What to do — Retype the following records exactly and exclude the pictures.

Source data —
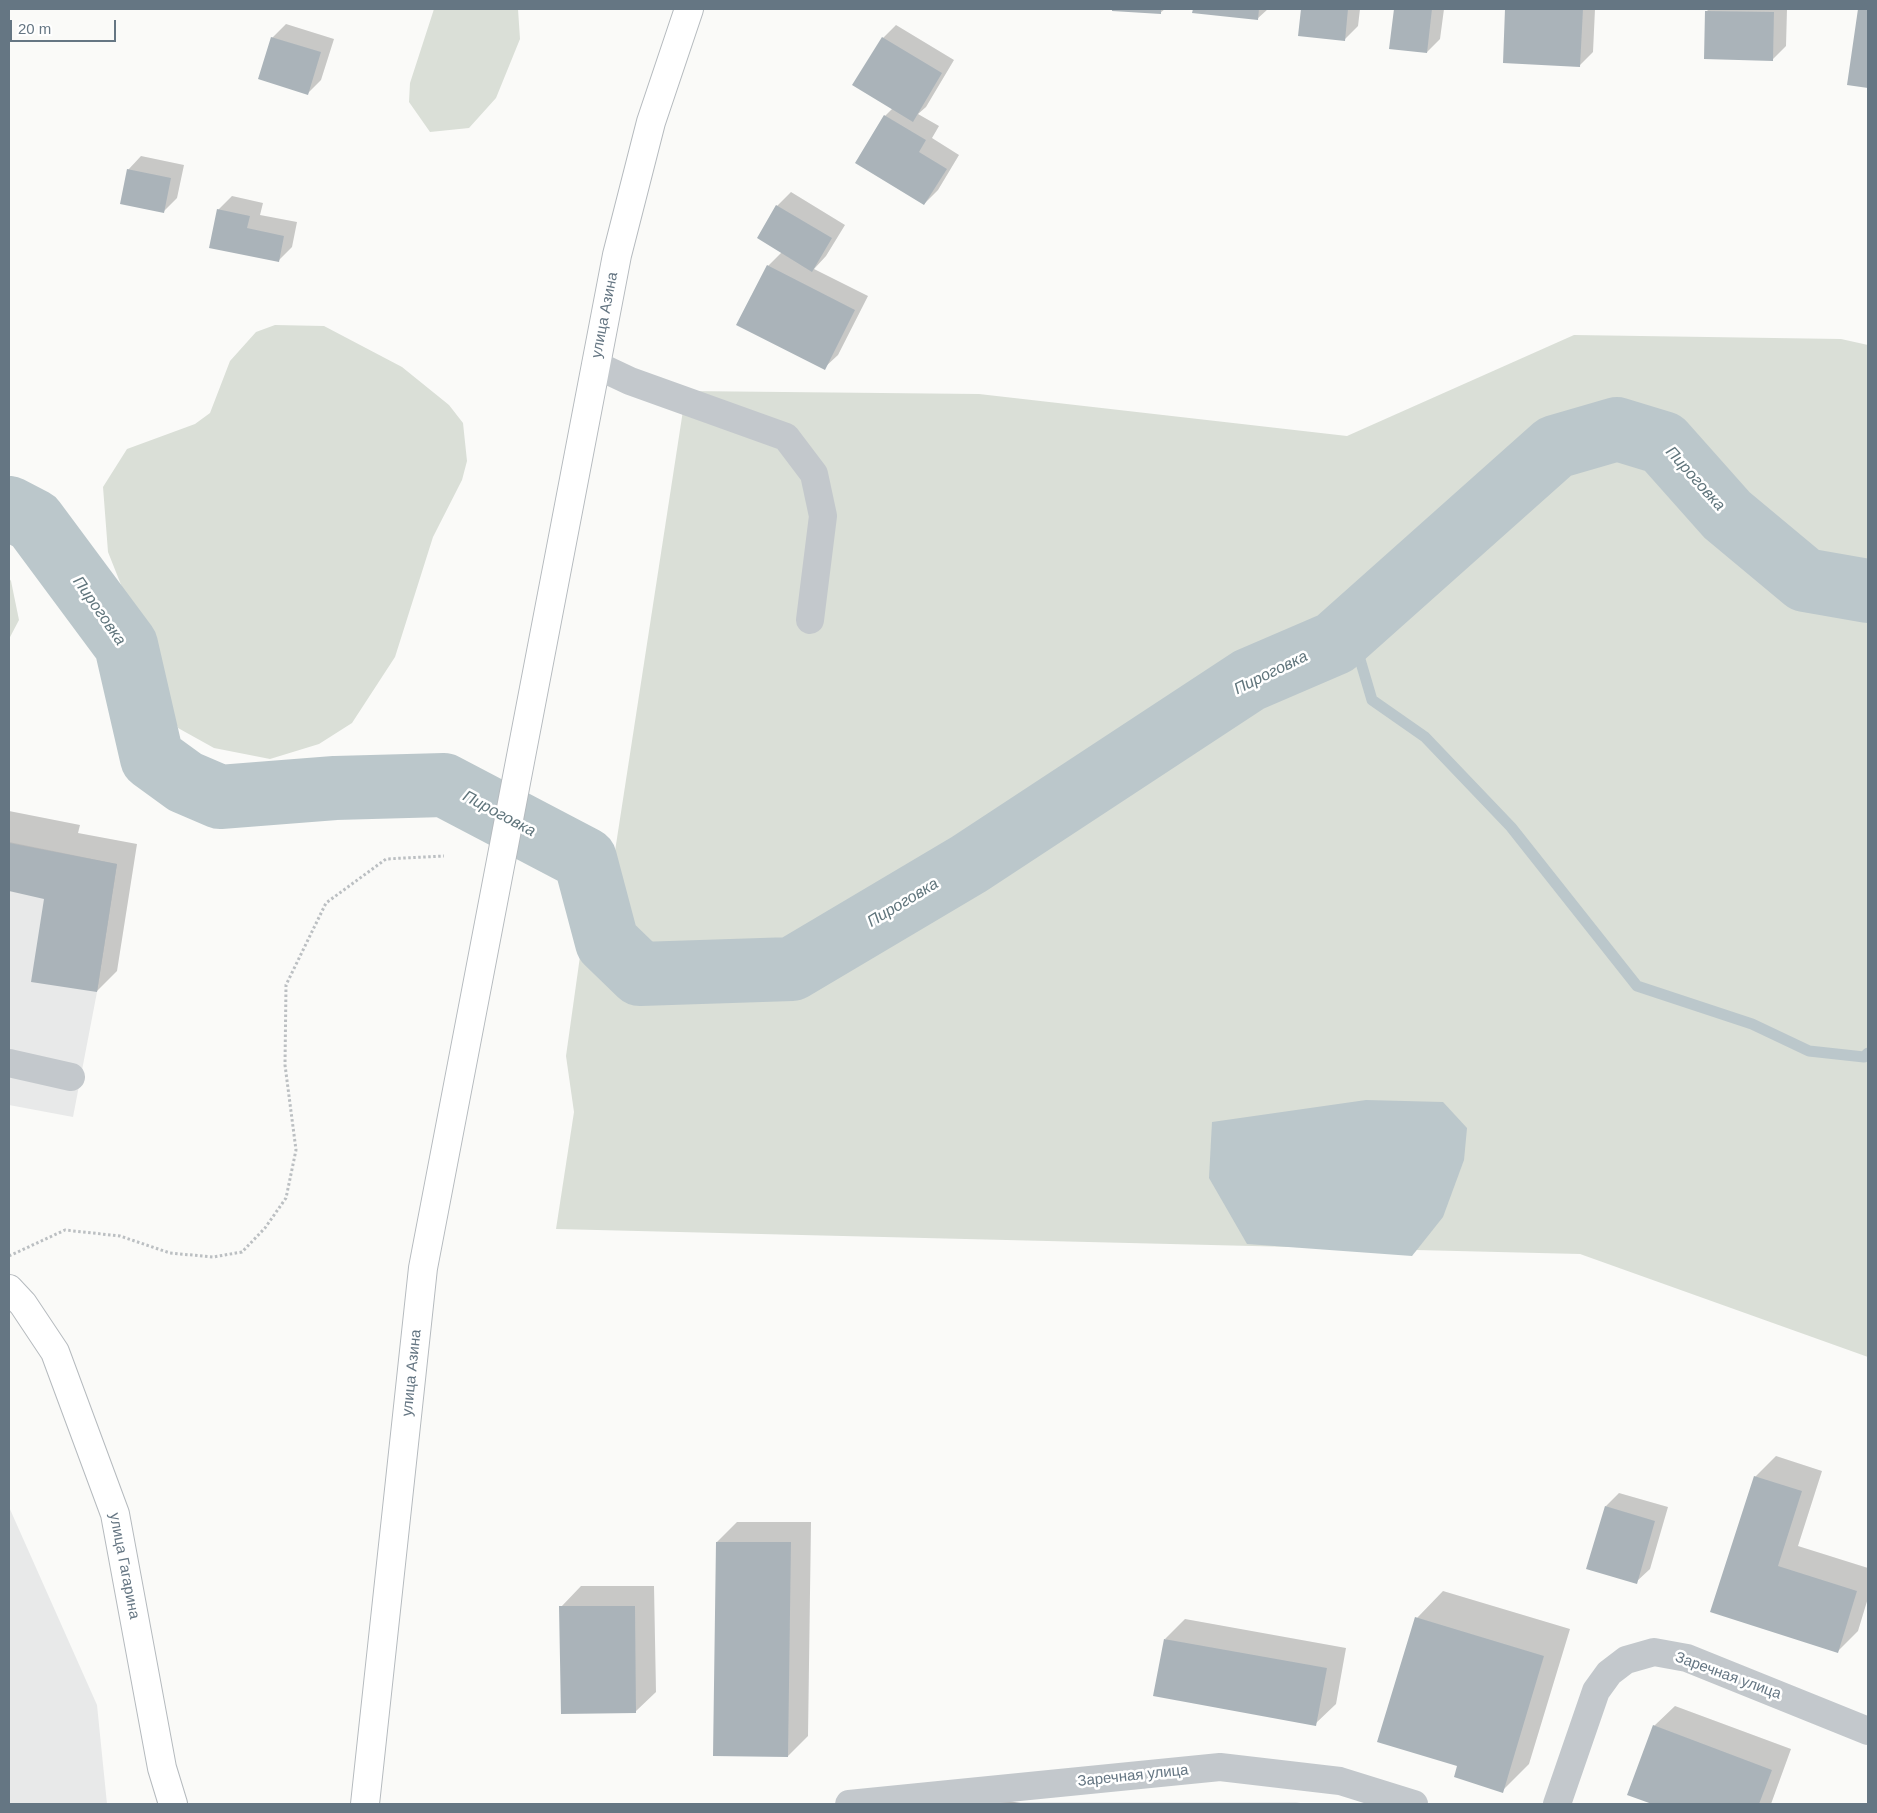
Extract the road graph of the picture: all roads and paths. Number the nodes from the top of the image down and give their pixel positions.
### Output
1 (689, 9) edge
2 (596, 365) junction
3 (810, 620) dead end
4 (444, 856) dead end
5 (9, 1063) edge
6 (71, 1077) dead end
7 (9, 1256) edge
8 (9, 1289) edge
9 (1868, 1730) edge
10 (173, 1804) edge
11 (365, 1804) edge
12 (849, 1804) edge
13 (1414, 1804) edge
14 (1557, 1804) edge

1 - 2 main road, улица Азина
2 - 3 street
2 - 11 main road, улица Азина
4 - 7 path
5 - 6 street
8 - 10 main road, улица Гагарина
9 - 14 street, Заречная улица
12 - 13 street, Заречная улица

Solution below —
Extract the road graph of the picture: all roads and paths. Number the nodes from the top of the image down and give their pixel positions.
### Output
1 (689, 9) edge
2 (596, 365) junction
3 (810, 620) dead end
4 (444, 856) dead end
5 (9, 1063) edge
6 (71, 1077) dead end
7 (9, 1256) edge
8 (9, 1289) edge
9 (1868, 1730) edge
10 (173, 1804) edge
11 (365, 1804) edge
12 (849, 1804) edge
13 (1414, 1804) edge
14 (1557, 1804) edge

1 - 2 main road, улица Азина
2 - 3 street
2 - 11 main road, улица Азина
4 - 7 path
5 - 6 street
8 - 10 main road, улица Гагарина
9 - 14 street, Заречная улица
12 - 13 street, Заречная улица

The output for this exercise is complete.